Una volta penetrato nel sistema, l’hacker ha provato a effettuare il login nel portale Web del Dipartimento di Giustiza, senza però riuscirci. Ha allora deciso di telefonare direttamente agli uffici governativi, spacciandosi per un nuovo dipendente. “Ho detto che non avevo capito come entrare nel portale”, ha raccontato il pirata a Motherboard. “Mi hanno chiesto se avessi un token e ho risposto no. Allora mi hanno semplicemente detto di usarne uno loro”. Spaventosamente semplice.

Una volta effettuato il login, l’hacker ha cliccato su un link diretto a una macchina virtuale online e ha poi inserito le credenziali dell’account email compromesso. Grazie a un’opzione presente nella schermata successiva, è riuscito a prendere il possesso completo del computer, con l’accesso a tutti i documenti del Pc e a quelli presenti nella rete locale. Il database del Dipartimento di Giustizia non è stato al momento reso pubblico e non è chiaro se il cybercriminale abbia intenzione di metterlo a disposizione sul Web.

 

 

L’hacker ha dichiarato di aver scaricato circa 200 GB di documenti, ma di aver avuto accesso a ben un terabyte di file, tra cui anche email militari e numeri di carte di credito. A differenza dei dati del Dhs forniti al cronista di Motherboard queste informazioni non sono consegnate alla testata. Su Twitter hanno però iniziato a circolare alcuni messaggi, lanciati dall’account @DotGovs, indicanti la pubblicazione dei dati prelevati dal database del Dhs, insieme ad appelli alla causa palestinese e a quello che sembra essere uno screenshot del computer hackerato.

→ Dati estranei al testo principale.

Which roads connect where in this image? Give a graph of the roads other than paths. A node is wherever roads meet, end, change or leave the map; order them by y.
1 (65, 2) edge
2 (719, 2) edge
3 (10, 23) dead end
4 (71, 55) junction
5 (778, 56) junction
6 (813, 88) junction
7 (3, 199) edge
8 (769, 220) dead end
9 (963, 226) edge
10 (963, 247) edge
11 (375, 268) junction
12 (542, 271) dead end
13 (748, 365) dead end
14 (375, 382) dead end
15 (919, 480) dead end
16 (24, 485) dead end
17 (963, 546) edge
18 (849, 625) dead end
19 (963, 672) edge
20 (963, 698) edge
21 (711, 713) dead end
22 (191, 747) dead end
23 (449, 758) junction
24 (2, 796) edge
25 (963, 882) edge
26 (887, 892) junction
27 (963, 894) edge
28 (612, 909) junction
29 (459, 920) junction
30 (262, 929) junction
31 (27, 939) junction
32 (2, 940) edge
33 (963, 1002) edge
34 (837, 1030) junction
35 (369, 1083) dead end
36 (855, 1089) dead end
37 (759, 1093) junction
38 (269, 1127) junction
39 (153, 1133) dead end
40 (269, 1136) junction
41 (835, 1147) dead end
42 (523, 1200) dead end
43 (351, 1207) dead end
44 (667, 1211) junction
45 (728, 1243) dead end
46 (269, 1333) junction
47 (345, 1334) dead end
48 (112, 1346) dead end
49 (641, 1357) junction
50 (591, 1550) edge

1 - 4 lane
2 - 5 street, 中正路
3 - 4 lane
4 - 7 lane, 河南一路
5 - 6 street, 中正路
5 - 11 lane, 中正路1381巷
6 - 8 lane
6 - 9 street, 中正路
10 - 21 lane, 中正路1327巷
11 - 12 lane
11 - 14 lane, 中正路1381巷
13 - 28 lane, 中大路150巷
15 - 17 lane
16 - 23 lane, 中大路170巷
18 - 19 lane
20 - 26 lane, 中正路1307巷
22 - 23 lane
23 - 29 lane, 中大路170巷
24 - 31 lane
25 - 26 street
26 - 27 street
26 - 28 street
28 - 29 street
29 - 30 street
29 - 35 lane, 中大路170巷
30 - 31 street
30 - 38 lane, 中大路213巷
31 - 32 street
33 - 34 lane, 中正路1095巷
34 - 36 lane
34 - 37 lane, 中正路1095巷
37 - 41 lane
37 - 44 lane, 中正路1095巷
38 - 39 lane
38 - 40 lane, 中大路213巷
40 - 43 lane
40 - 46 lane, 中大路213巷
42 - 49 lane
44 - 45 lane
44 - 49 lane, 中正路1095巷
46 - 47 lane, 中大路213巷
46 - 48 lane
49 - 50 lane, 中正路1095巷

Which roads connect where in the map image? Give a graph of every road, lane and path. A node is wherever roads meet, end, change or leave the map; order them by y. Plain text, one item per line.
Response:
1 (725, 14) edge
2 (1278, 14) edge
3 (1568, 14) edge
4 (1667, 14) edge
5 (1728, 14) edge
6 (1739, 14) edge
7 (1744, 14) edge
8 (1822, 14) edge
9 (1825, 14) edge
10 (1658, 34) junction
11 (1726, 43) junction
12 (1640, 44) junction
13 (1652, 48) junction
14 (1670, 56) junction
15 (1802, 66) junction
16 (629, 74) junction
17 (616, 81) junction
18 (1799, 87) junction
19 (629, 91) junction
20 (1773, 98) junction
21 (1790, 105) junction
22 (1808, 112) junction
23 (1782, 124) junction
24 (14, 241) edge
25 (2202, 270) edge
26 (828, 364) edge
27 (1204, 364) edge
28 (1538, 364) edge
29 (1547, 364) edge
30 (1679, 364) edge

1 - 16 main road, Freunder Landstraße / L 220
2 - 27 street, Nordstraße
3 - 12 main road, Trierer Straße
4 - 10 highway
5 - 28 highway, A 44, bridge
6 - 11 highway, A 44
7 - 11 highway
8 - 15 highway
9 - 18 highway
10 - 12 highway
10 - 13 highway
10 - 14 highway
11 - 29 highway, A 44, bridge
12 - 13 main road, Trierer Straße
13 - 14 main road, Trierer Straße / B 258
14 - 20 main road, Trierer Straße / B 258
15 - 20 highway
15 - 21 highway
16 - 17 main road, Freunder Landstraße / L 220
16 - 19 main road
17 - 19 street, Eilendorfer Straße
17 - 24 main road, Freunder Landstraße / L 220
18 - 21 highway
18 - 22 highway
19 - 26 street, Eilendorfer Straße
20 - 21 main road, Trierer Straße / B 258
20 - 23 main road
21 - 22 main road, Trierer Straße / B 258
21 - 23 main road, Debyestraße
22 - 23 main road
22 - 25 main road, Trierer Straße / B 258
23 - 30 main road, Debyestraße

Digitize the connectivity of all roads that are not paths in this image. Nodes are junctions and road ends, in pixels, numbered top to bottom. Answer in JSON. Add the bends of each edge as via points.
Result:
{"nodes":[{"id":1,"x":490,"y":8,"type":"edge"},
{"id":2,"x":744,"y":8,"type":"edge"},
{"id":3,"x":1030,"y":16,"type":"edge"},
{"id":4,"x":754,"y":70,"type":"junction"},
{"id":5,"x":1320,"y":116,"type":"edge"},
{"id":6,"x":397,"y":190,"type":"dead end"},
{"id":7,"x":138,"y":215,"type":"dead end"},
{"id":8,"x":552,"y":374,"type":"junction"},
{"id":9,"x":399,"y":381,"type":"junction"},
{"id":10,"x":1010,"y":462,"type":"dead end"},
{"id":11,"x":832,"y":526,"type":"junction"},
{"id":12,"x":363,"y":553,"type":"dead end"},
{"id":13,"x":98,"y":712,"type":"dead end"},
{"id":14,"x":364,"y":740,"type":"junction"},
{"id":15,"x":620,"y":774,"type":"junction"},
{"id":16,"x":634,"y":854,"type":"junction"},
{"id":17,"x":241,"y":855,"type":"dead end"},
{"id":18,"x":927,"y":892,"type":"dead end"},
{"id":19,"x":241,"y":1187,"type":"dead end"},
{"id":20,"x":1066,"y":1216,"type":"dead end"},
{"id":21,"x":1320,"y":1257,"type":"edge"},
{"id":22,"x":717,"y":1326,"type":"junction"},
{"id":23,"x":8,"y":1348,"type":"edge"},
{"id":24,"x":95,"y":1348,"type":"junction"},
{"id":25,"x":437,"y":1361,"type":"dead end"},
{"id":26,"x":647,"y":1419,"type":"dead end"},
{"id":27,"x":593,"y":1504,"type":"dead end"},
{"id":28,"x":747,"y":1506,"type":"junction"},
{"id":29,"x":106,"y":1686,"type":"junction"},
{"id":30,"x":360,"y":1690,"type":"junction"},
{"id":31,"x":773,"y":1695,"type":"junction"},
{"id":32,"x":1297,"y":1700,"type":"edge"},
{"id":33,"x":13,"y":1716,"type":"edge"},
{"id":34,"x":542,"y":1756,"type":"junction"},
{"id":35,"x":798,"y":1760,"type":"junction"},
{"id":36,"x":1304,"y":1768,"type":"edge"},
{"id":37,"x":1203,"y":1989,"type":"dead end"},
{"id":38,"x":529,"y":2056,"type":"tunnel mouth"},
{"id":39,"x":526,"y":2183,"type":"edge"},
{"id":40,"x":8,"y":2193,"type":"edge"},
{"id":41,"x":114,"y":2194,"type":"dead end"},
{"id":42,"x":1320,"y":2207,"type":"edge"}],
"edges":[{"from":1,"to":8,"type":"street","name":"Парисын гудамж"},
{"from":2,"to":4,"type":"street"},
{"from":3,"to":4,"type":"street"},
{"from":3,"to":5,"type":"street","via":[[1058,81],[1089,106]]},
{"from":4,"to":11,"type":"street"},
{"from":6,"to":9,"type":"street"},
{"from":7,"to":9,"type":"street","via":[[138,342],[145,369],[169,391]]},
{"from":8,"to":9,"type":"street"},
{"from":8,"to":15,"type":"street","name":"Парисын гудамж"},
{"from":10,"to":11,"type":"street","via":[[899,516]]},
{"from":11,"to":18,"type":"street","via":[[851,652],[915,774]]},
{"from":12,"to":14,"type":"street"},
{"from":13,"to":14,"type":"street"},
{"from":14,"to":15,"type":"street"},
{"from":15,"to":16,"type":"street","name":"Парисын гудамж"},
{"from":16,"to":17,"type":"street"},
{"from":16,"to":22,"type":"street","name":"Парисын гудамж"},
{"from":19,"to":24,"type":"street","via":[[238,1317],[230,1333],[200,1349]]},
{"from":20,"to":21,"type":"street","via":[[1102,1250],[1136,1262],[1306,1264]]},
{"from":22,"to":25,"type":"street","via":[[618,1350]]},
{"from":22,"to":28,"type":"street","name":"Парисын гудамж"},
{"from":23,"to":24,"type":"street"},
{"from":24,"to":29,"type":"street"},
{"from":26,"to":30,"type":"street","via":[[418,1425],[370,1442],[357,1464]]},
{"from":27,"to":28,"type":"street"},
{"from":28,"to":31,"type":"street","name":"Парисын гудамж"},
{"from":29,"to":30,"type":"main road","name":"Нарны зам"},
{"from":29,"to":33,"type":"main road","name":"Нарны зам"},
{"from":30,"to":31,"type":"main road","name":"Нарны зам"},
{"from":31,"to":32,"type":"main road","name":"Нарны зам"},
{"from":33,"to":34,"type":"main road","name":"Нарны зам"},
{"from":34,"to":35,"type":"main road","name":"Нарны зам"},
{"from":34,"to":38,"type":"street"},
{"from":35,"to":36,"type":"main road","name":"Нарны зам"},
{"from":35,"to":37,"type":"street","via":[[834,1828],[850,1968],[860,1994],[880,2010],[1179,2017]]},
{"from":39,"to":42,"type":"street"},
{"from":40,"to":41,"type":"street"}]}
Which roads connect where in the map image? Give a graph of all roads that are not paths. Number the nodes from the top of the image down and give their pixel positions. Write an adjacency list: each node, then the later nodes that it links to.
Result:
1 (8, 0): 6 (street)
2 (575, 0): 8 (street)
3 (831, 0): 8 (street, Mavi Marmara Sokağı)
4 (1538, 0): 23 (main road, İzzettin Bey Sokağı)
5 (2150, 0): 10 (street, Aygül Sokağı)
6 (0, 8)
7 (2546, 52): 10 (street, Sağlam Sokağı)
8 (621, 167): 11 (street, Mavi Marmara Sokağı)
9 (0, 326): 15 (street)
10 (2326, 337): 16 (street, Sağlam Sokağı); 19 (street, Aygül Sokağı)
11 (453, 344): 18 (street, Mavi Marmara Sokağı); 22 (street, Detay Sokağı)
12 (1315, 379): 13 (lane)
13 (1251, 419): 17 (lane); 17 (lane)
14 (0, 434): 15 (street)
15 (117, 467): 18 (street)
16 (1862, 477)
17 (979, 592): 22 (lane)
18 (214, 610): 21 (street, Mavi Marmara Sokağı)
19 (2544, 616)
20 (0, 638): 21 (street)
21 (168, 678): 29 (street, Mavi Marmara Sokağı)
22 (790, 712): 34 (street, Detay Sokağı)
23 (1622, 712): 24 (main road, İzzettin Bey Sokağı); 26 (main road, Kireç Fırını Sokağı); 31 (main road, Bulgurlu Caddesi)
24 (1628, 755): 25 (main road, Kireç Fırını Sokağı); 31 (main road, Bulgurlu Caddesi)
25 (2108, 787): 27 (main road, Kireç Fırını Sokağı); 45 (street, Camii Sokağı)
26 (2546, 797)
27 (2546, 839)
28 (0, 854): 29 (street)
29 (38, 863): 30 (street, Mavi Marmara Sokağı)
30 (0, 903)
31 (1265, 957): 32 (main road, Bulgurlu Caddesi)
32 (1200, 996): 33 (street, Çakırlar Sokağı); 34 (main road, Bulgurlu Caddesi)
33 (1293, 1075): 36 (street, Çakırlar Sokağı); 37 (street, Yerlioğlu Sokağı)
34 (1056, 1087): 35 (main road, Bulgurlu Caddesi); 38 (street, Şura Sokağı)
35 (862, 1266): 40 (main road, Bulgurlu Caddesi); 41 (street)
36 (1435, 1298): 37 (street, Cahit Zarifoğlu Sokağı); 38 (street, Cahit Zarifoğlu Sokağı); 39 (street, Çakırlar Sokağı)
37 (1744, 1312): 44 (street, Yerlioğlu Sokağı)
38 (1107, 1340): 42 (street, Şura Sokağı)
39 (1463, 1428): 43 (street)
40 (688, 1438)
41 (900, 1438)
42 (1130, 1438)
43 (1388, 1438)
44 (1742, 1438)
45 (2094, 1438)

Un portavoce del Dipartimento della Sicurezza Interna ha commentato: “Stiamo analizzando i report che riguardano le rivendicazioni sulla fuoriuscita di dati del Dhs. Prendiamo queste relazioni molto sul serio, ma al momento non esistono prove certe dell’accesso a nessun tipo di informazione personale”.

L’incursione ricorda molto l’attacco subito nel 2015 dal sistema informativo governativo nella sua interezza, quando molto probabilmente vennero carpiti i dati personali di tutti i lavoratori federali, sia passati che presenti, compresi numeri di previdenza sociale, registri militari, informazioni sui veterani di guerra, indirizzi, date di nascita, stipendi, assicurazioni sanitarie e sulla vita, pensioni e molto altro. Un disastro di dimensioni epocali, che portò molti parlamentari ed esperti di intelligence a puntare il dito contro pirati informatici cinesi.